(Beginning of SUPPLIED INFORMATION)

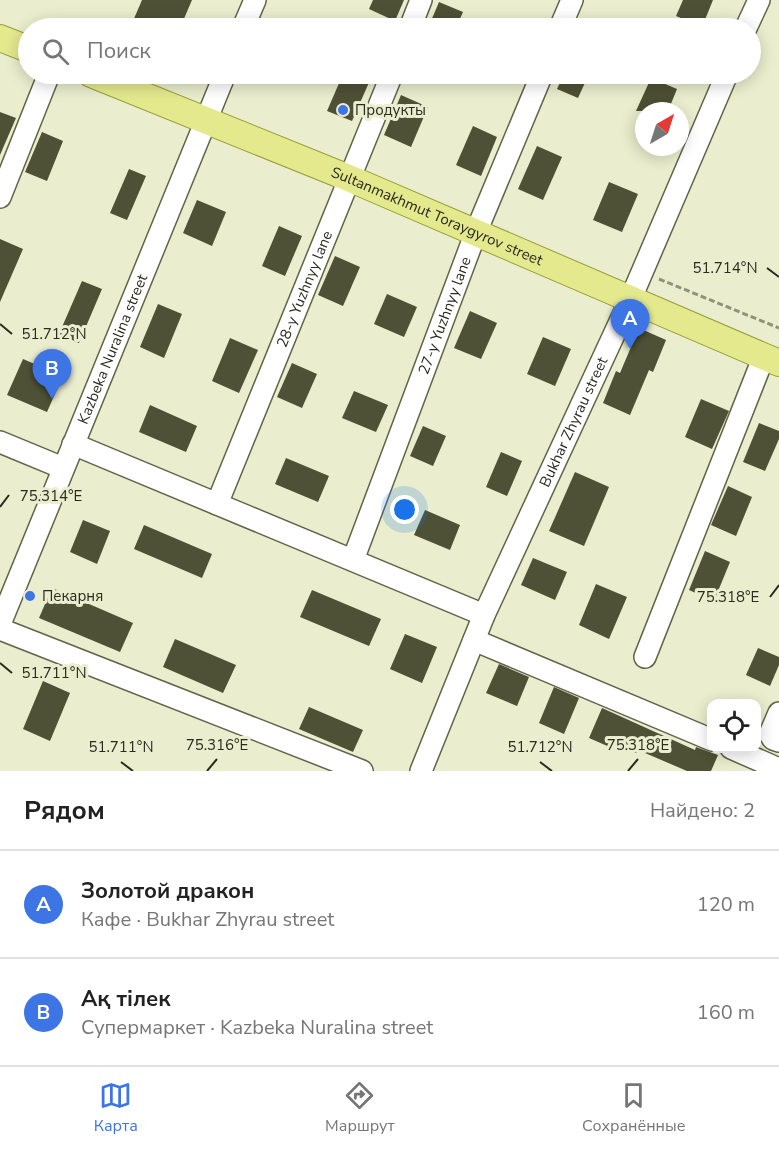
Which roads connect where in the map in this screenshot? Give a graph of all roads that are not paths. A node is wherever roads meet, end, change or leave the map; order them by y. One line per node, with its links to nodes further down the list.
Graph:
1 (255, 0): 5 (street)
2 (421, 0): 6 (street)
3 (572, 0): 7 (street)
4 (759, 0): 8 (street)
5 (247, 18)
6 (414, 18)
7 (564, 18)
8 (751, 18)
9 (0, 38): 10 (main road)
10 (18, 45)
11 (45, 84): 19 (street)
12 (117, 84): 17 (main road, Sultanmakhmut Toraygyrov street)
13 (221, 84): 17 (street, Kazbeka Nuralina street)
14 (388, 84): 18 (street, 28-y Yuzhnyy lane)
15 (538, 84): 20 (street, 27-y Yuzhnyy lane)
16 (723, 84): 21 (street, Bukhar Zhyrau street)
17 (207, 119): 18 (main road, Sultanmakhmut Toraygyrov street); 24 (street, Kazbeka Nuralina street)
18 (351, 179): 20 (main road, Sultanmakhmut Toraygyrov street); 26 (street, 28-y Yuzhnyy lane)
19 (0, 197)
20 (476, 232): 21 (main road, Sultanmakhmut Toraygyrov street); 27 (street, 27-y Yuzhnyy lane)
21 (631, 298): 22 (main road, Sultanmakhmut Toraygyrov street); 28 (street, Bukhar Zhyrau street)
22 (772, 359): 32 (street)
23 (0, 442): 25 (street)
24 (73, 444): 25 (street, Kazbeka Nuralina street); 26 (street)
25 (63, 468): 29 (street, Kazbeka Nuralina street)
26 (217, 504): 27 (street)
27 (353, 560): 28 (street)
28 (484, 615): 31 (street, Bukhar Zhyrau street)
29 (0, 624)
30 (0, 629): 38 (street)
31 (474, 640): 34 (street); 39 (street, Bukhar Zhyrau street)
32 (645, 657)
33 (779, 713): 35 (street)
34 (707, 738)
35 (775, 738)
36 (742, 753): 37 (street)
37 (779, 769)
38 (362, 771)
39 (421, 771)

(End of SUPPLIED INFORMATION)

▶ **PROBLEM**
Where in the entries does the word "Toraygyrov" occur? Copy out each line that has it.

▶ **ANSWER TO THIS EXERCISE**
12 (117, 84): 17 (main road, Sultanmakhmut Toraygyrov street)
17 (207, 119): 18 (main road, Sultanmakhmut Toraygyrov street); 24 (street, Kazbeka Nuralina street)
18 (351, 179): 20 (main road, Sultanmakhmut Toraygyrov street); 26 (street, 28-y Yuzhnyy lane)
20 (476, 232): 21 (main road, Sultanmakhmut Toraygyrov street); 27 (street, 27-y Yuzhnyy lane)
21 (631, 298): 22 (main road, Sultanmakhmut Toraygyrov street); 28 (street, Bukhar Zhyrau street)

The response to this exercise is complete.